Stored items

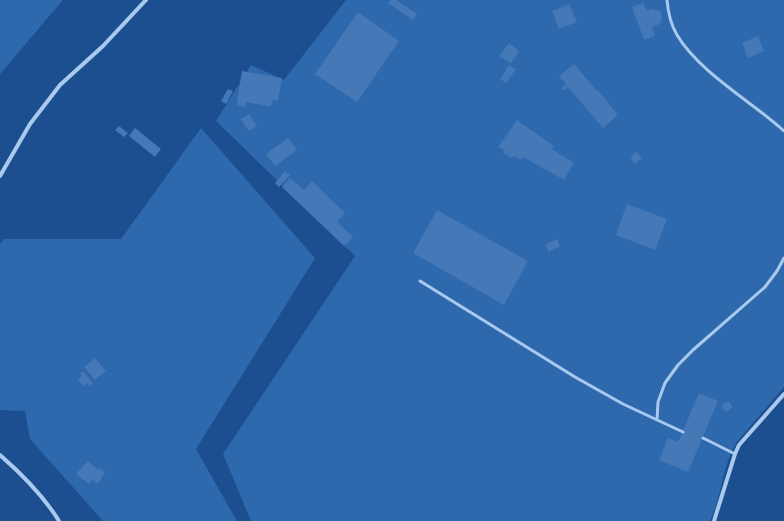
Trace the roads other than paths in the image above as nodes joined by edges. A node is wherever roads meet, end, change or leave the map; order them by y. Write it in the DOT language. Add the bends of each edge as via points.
graph roads {
  1 [pos="146,0"];
  2 [pos="667,0"];
  3 [pos="784,131"];
  4 [pos="0,176"];
  5 [pos="784,258"];
  6 [pos="420,281"];
  7 [pos="784,394"];
  8 [pos="657,420"];
  9 [pos="682,432"];
  10 [pos="703,438"];
  11 [pos="735,454"];
  12 [pos="0,455"];
  13 [pos="59,521"];
  14 [pos="714,521"];
  1 -- 4 [label="street" via="103,46 60,85 30,124"];
  2 -- 3 [label="lane" via="676,34 690,52"];
  5 -- 8 [label="lane" via="765,287 678,365 658,402"];
  6 -- 8 [label="lane" via="575,377"];
  7 -- 11 [label="street" via="739,445"];
  8 -- 9 [label="lane"];
  10 -- 11 [label="lane"];
  11 -- 14 [label="street"];
  12 -- 13 [label="street" via="49,504"];
}
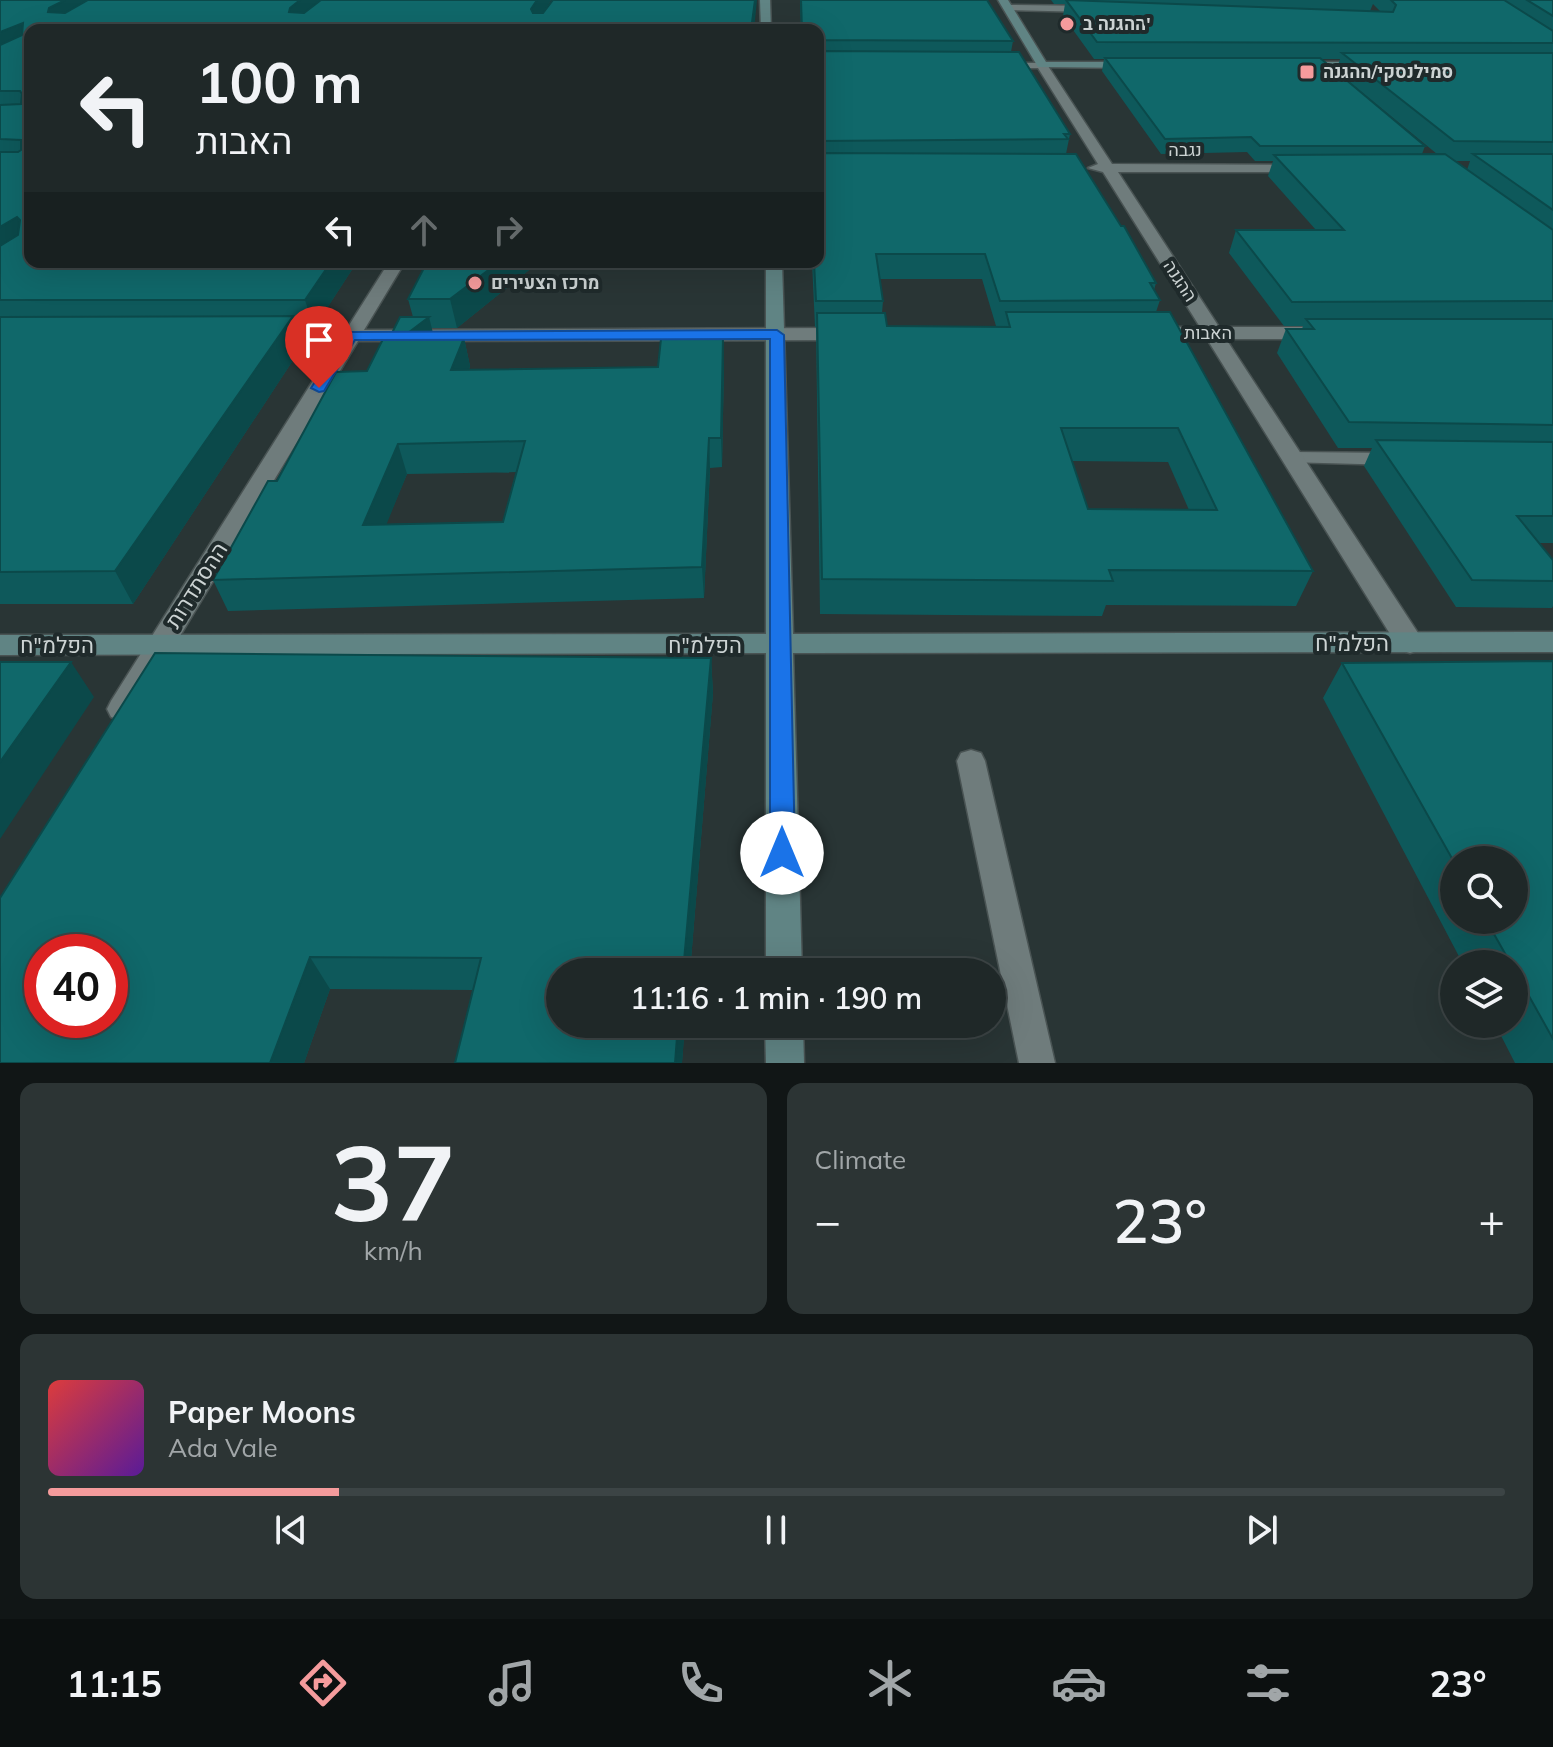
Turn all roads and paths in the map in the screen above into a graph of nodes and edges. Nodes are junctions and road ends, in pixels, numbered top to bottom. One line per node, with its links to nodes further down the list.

*Problem to solve*.
Nothing but the records, restated word for word and stripped of images, belongs in the answer.

*The completed task*.
Trace the roads other than paths in the image above as nodes joined by edges. A node is wherever roads meet, end, change or leave the map; order them by y. Write it in the DOT language. Add the bends of each edge as via points.
graph roads {
  1 [pos="146,0"];
  2 [pos="667,0"];
  3 [pos="784,131"];
  4 [pos="0,176"];
  5 [pos="784,258"];
  6 [pos="420,281"];
  7 [pos="784,394"];
  8 [pos="657,420"];
  9 [pos="682,432"];
  10 [pos="703,438"];
  11 [pos="735,454"];
  12 [pos="0,455"];
  13 [pos="59,521"];
  14 [pos="714,521"];
  1 -- 4 [label="street" via="103,46 60,85 30,124"];
  2 -- 3 [label="lane" via="676,34 690,52"];
  5 -- 8 [label="lane" via="765,287 678,365 658,402"];
  6 -- 8 [label="lane" via="575,377"];
  7 -- 11 [label="street" via="739,445"];
  8 -- 9 [label="lane"];
  10 -- 11 [label="lane"];
  11 -- 14 [label="street"];
  12 -- 13 [label="street" via="49,504"];
}
Turn all roads and paths in the map in the screen above into a graph of nodes and edges. Nodes are junctions and road ends, in pixels, numbered top to bottom. One line per node, with its links to nodes further down the list.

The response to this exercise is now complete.